>>>
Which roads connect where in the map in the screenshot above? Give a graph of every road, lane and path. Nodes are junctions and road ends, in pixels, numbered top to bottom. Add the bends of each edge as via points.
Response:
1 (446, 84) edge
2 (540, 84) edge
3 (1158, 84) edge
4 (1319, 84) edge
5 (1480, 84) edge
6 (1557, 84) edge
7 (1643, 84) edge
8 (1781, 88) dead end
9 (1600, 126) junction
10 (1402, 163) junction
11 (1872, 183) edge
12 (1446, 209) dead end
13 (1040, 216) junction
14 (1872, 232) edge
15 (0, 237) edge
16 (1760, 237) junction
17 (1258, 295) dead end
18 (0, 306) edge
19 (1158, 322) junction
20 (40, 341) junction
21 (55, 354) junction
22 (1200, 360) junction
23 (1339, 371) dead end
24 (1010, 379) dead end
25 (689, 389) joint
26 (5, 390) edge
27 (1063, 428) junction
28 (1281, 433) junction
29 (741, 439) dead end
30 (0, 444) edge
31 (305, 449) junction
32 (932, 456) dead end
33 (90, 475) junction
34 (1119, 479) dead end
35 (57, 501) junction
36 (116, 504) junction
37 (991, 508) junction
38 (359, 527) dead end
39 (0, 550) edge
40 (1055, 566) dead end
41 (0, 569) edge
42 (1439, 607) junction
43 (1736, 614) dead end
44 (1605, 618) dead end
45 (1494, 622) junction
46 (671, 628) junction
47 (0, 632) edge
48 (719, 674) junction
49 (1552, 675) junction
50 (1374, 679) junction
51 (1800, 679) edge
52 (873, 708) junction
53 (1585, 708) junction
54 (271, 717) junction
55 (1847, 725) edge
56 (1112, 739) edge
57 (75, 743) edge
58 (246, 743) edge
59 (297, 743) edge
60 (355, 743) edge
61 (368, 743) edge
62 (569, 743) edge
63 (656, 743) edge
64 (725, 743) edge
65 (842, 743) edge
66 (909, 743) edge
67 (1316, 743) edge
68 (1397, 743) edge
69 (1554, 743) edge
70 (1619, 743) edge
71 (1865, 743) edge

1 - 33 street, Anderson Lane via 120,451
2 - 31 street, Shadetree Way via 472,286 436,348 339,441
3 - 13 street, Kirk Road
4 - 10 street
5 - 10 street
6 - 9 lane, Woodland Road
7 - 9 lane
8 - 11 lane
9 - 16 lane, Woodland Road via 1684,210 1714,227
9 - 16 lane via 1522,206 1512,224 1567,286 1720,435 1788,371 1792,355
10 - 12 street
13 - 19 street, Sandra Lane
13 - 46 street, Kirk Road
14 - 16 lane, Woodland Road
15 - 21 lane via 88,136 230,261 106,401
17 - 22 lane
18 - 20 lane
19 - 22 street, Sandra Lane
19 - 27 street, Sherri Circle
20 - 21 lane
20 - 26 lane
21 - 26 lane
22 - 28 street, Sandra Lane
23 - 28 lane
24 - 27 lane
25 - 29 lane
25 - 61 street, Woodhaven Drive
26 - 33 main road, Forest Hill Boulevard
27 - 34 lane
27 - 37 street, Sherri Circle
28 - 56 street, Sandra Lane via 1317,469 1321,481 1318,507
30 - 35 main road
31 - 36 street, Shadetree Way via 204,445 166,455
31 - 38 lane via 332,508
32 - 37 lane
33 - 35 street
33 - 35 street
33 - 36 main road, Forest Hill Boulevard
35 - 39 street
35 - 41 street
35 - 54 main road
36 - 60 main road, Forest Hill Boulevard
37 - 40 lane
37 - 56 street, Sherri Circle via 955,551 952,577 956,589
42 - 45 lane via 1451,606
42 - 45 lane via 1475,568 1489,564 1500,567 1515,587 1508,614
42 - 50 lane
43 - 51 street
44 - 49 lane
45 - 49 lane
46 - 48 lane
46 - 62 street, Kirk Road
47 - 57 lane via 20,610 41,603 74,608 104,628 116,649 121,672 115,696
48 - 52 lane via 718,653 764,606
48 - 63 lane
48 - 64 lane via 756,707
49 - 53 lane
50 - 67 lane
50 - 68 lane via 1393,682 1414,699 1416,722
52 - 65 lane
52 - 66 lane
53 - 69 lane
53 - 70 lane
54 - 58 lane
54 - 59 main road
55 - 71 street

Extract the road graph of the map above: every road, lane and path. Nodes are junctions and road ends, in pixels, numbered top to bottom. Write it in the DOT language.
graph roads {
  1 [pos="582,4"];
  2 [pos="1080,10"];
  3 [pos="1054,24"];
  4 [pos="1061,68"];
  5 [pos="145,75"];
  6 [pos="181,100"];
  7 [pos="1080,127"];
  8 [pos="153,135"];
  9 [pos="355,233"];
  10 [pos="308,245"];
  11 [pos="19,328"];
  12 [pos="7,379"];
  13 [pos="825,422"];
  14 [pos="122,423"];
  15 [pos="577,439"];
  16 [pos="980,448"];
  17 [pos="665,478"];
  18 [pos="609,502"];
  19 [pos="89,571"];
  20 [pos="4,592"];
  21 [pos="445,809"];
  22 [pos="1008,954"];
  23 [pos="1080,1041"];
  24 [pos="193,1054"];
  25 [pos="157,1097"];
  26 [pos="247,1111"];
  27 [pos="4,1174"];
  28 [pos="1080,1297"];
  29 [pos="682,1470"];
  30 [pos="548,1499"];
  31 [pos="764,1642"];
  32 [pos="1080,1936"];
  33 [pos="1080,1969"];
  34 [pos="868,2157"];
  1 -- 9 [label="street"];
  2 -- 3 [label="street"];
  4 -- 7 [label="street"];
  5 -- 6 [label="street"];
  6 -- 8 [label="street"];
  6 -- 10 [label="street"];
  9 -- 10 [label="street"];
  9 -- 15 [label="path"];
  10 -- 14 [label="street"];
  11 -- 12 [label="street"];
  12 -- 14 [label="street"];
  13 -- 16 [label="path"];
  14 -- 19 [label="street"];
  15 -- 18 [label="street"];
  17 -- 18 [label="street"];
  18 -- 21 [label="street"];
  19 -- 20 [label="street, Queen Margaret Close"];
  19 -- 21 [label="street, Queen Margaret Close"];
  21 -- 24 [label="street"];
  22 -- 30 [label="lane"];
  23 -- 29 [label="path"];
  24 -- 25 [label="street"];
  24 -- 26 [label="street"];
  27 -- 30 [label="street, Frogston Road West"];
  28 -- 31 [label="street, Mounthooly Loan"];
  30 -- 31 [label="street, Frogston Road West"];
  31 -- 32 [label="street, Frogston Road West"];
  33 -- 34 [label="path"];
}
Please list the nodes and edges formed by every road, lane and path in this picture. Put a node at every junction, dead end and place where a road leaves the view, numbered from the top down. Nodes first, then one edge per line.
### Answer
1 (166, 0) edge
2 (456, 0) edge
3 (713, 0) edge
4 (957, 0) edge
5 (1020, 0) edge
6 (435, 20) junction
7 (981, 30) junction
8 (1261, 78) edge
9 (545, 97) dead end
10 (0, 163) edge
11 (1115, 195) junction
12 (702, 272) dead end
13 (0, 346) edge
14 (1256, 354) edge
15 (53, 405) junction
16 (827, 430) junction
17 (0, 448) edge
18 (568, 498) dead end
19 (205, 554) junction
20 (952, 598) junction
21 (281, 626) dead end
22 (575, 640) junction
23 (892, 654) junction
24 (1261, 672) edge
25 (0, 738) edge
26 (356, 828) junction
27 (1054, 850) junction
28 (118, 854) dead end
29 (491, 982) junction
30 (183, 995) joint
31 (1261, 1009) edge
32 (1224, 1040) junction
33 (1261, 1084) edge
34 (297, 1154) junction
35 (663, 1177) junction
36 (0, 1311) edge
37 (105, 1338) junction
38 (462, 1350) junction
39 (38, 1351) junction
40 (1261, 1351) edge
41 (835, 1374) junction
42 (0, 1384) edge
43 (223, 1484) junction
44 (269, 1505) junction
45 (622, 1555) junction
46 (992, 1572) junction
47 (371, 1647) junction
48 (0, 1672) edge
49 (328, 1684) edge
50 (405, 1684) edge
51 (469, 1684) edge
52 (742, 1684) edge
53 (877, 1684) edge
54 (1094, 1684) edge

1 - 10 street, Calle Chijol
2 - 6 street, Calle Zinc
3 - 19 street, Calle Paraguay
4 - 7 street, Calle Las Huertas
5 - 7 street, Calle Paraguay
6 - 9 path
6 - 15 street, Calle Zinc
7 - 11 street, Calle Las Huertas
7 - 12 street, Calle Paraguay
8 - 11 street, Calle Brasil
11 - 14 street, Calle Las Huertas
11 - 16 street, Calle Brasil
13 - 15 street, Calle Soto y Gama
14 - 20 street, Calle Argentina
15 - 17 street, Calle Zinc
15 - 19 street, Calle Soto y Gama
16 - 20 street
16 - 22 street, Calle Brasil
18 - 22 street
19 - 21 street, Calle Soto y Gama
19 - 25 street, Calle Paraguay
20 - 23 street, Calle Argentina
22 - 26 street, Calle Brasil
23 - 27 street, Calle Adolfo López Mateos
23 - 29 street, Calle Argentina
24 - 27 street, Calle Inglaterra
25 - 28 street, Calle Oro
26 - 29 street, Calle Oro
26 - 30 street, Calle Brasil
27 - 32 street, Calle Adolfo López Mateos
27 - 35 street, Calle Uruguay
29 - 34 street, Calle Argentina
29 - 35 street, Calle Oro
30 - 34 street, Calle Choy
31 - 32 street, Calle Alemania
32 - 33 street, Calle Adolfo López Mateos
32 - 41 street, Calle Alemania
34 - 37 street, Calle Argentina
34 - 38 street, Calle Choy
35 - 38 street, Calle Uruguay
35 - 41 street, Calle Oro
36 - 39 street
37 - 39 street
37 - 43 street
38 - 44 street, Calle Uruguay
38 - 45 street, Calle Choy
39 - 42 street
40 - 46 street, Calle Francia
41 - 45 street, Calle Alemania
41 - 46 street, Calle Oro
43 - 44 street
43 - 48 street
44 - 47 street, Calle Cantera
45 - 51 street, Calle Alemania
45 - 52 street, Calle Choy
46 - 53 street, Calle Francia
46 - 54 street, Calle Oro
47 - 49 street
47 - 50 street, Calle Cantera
<<<
--- TASK ---
The expected answer is a copy of each line in the listing above that contains "Sherri".

--- RESPONSE TO THE TASK ---
19 - 27 street, Sherri Circle
27 - 37 street, Sherri Circle
37 - 56 street, Sherri Circle via 955,551 952,577 956,589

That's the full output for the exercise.